The U.S. Attorney's Office for the Middle District of Pennsylvania announced that Susan C. Kevra-Shiner, 46, Clarks Summit, Pennsylvania, was indicted yesterday by the federal grand jury and charged with seven counts of mail fraud relating to an abstract and title insurance company she owned and operated in Avoca, Pennsylvania, known as GK Abstract Co., Inc. If convicted of the charges, Kevra-Shiner faces up to 20 years' imprisonment and/or $250,000 in fines on each count, as well as an order of restitution to the victims.
According to U.S. Attorney Peter Smith, Kevra-Shiner was an attorney admitted to practice in Pennsylvania in 1994. Kevra-Shiner handled real estate transactions as part of her legal practice, and starting in 2003, she issued title insurance policies on behalf of Stewart Title Guaranty Company, a title insurance underwriter based in Texas.
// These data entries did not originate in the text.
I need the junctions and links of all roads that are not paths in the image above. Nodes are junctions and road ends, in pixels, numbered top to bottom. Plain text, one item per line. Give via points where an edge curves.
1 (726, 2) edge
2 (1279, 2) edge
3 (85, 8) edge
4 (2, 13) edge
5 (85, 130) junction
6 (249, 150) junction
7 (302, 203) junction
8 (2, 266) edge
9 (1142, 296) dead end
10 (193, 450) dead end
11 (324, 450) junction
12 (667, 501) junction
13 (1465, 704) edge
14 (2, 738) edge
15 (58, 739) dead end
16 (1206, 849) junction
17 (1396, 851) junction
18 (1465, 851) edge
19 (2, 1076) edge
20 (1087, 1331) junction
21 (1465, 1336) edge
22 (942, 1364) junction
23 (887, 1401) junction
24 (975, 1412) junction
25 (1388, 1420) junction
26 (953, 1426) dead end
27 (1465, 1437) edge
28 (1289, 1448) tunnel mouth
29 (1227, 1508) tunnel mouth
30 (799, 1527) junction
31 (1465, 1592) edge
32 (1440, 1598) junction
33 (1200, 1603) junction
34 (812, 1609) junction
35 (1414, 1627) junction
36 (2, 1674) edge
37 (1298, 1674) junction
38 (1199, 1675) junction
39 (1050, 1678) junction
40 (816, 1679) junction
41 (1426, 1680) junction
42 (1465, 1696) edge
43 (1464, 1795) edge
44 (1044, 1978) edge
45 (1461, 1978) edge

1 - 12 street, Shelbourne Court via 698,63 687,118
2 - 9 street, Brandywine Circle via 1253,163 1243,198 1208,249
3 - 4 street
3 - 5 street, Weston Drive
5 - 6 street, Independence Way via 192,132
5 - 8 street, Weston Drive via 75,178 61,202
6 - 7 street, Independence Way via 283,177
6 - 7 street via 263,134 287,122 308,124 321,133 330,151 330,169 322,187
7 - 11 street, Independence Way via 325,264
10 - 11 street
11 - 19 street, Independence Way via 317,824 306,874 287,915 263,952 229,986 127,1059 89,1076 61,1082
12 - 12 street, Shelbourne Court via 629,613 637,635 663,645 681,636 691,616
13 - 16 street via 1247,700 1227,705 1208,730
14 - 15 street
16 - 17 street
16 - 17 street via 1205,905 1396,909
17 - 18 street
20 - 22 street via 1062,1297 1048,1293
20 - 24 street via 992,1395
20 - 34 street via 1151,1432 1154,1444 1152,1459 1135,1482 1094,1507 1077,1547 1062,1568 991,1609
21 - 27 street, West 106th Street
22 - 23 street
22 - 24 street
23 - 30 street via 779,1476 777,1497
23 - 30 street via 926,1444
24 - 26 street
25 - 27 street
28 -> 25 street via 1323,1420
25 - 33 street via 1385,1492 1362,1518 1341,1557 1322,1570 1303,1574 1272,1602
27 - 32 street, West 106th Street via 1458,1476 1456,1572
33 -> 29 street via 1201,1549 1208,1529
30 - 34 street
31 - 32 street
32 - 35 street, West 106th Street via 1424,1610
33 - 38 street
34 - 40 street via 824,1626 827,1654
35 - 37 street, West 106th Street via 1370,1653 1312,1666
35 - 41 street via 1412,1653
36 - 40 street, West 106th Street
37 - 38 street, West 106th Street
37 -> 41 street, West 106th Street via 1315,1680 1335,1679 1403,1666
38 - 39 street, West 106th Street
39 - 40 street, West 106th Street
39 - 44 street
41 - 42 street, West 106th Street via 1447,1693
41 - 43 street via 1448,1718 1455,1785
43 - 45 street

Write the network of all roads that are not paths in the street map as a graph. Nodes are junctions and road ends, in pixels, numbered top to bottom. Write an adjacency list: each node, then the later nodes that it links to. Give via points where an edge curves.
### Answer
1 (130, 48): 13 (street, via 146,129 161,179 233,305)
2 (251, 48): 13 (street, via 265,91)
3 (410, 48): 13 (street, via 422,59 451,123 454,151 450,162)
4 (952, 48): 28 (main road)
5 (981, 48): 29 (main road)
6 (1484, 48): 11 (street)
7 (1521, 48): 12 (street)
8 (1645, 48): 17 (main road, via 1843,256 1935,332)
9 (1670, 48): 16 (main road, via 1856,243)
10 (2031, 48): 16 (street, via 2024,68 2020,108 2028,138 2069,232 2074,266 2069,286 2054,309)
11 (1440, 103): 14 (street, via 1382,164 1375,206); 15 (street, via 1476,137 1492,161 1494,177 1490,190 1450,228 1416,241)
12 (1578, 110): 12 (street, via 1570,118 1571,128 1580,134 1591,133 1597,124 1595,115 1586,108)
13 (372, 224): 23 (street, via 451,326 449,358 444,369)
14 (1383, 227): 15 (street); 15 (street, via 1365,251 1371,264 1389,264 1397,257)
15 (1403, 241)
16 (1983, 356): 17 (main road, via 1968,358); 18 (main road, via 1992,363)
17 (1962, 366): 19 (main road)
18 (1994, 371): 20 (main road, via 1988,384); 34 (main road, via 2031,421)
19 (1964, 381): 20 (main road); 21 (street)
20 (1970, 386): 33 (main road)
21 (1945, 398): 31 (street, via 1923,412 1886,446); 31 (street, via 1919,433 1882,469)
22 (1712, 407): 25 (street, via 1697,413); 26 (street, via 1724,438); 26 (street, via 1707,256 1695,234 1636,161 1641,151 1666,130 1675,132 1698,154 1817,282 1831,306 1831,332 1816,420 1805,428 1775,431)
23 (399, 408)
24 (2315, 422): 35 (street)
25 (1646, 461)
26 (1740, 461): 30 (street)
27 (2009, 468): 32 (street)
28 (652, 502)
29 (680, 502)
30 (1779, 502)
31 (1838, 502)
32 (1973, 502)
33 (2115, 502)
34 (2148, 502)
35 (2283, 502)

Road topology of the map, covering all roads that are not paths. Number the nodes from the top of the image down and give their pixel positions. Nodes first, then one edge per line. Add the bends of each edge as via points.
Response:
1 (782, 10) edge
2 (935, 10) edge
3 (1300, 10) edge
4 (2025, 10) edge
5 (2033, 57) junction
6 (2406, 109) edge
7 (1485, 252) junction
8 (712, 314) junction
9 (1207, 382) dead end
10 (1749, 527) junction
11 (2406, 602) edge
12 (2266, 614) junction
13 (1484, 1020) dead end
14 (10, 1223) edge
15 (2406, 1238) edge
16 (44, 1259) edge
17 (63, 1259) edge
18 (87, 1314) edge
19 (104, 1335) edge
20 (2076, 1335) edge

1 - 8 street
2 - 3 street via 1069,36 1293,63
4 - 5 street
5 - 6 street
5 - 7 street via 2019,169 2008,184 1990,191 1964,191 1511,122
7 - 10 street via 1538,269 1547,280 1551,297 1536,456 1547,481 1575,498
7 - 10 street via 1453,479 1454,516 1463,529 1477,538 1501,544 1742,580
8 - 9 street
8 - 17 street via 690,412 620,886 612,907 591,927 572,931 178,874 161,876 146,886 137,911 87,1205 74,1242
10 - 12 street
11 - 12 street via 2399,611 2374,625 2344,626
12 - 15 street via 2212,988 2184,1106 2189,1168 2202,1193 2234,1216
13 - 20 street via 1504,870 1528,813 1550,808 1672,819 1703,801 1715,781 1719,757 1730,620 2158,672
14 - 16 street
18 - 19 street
Stewart terminated its agency agreement with Kevra-Shiner on September 23, 2008, but the Indictment alleges that Kevra-Shiner continued to issue numerous title insurance policies to her clients after that date. As a result, the Indictment alleges that she defrauded approximately 76 homeowners and/or lenders of $72,000 in title insurance premiums which she was not authorized to receive and for which no valid title insurance policy was issued.
On February 28, 2013, the Pennsylvania Office of Disciplinary Counsel suspended Kevra-Shiner's law license for four years as a result of these activities.
The case was investigated by the FBI and is assigned to Senior Litigation Counsel Bruce Brandler for prosecution.
Indictments and Criminal Informations are only allegations. All persons charged are presumed to be innocent unless and until found guilty in court.
A sentence following a finding of guilty is imposed by the Judge after consideration of the applicable federal sentencing statutes and the Federal Sentencing Guidelines.
Under the Federal Sentencing Guidelines, the Judge is also required to consider and weigh a number of factors, including the nature, circumstances and seriousness of the offense; the history and characteristics of the defendant; and the need to punish the defendant, protect the public and provide for the defendant’s educational, vocational and medical needs. For these reasons, the statutory maximum penalty for the offense is not an accurate indicator of the potential sentence for a specific defendant.